Filets de Soles Bonne Femme (Fillets of Sole with Mushroom and Wine Sauce)

3/4 lb fresh mushrooms
4 Tbs butter
2 Tbs vegetable oil
1 Tbs finely chopped shallots or scallions
1 tsp lemon juice
3 lbs grey or lemon sole, or flounder fillets, skinned and cut into uniform serving size
Salt and freshly ground black pepper to taste
3/4 cup dry white wine

For the cream sauce:
4 Tbs butter
4 Tbs flour
3/4 cup heavy cream
1 Tbs lemon juice
1 tsp salt
White pepper

Remove the caps from 12 to 16 of the mushrooms, and slice the resulting stems and the rest of the mushrooms. Melt 2 tablespoons of the butter in a skillet over moderate heat and saute the mushroom caps for 1 or 2 minutes until lightly browned. Set the mushrooms aside. Melt 2 more tablespoons of butter and saute the sliced mushrooms for 2 minutes. Add the shallots or scallions and saute an additional minute. Stir in the lemon juice and set aside.
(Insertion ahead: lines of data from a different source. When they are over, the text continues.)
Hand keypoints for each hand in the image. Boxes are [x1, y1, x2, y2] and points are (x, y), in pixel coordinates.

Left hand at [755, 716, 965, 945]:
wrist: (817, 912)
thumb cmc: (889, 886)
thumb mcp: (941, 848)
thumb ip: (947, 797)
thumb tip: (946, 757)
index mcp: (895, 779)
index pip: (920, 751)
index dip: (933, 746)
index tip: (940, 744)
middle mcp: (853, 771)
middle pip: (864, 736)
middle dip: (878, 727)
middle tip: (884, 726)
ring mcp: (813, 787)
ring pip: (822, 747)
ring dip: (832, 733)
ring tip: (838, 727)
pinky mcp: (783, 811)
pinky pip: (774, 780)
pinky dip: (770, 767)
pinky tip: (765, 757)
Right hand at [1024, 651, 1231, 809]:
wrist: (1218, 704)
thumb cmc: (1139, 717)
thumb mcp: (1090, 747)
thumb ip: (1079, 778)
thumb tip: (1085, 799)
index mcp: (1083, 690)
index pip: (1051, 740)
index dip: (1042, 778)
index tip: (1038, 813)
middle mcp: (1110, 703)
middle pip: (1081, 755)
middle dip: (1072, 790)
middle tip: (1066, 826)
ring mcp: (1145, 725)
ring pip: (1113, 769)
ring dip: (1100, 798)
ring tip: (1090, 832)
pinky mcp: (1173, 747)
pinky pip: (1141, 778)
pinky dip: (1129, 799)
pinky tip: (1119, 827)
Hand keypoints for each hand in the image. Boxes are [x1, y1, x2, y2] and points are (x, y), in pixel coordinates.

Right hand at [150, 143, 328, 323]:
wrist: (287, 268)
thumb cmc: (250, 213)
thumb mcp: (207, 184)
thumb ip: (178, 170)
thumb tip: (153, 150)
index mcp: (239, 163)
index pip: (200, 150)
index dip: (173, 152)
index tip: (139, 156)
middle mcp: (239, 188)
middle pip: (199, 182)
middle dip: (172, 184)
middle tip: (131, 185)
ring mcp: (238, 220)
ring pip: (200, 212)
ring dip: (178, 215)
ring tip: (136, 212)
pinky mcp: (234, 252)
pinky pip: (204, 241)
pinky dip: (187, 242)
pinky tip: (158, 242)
Butter a shallow baking dish and lay the fillets side-by-side, in a single layer. Season the fillets with salt and pepper and spoon the chopped mushroom mixture on top. Pour in the wine and enough water to barely cover the top of the fillets. Cook in a preheated 350F oven for 10 to 15 minutes or until the fillets are firm to the touch. Remove from the oven and draw up all the liquid with a bulb baster. Strain the liquid into a 2 quart saucepan and set the baking dish aside, lightly covered to keep the fish warm. Boil the poaching liquid over high heat until reduced to 1 cup.

In another 2 quart saucepan melt 4 tablespoons of butter over moderate heat and stir in the flour. Continue stirring for 2 to 3 minutes. Add the reduced poaching liquid, stirring constantly with a wire whisk until the sauce boils and is very thick. Add the cream and stir, remove from heat and add the lemon juice and season to taste with salt and white pepper. Just before serving, reheat the mushroom caps. Place the fillets on a warm serving platter, spoon the sauce over them, and decorate with the mushroom caps.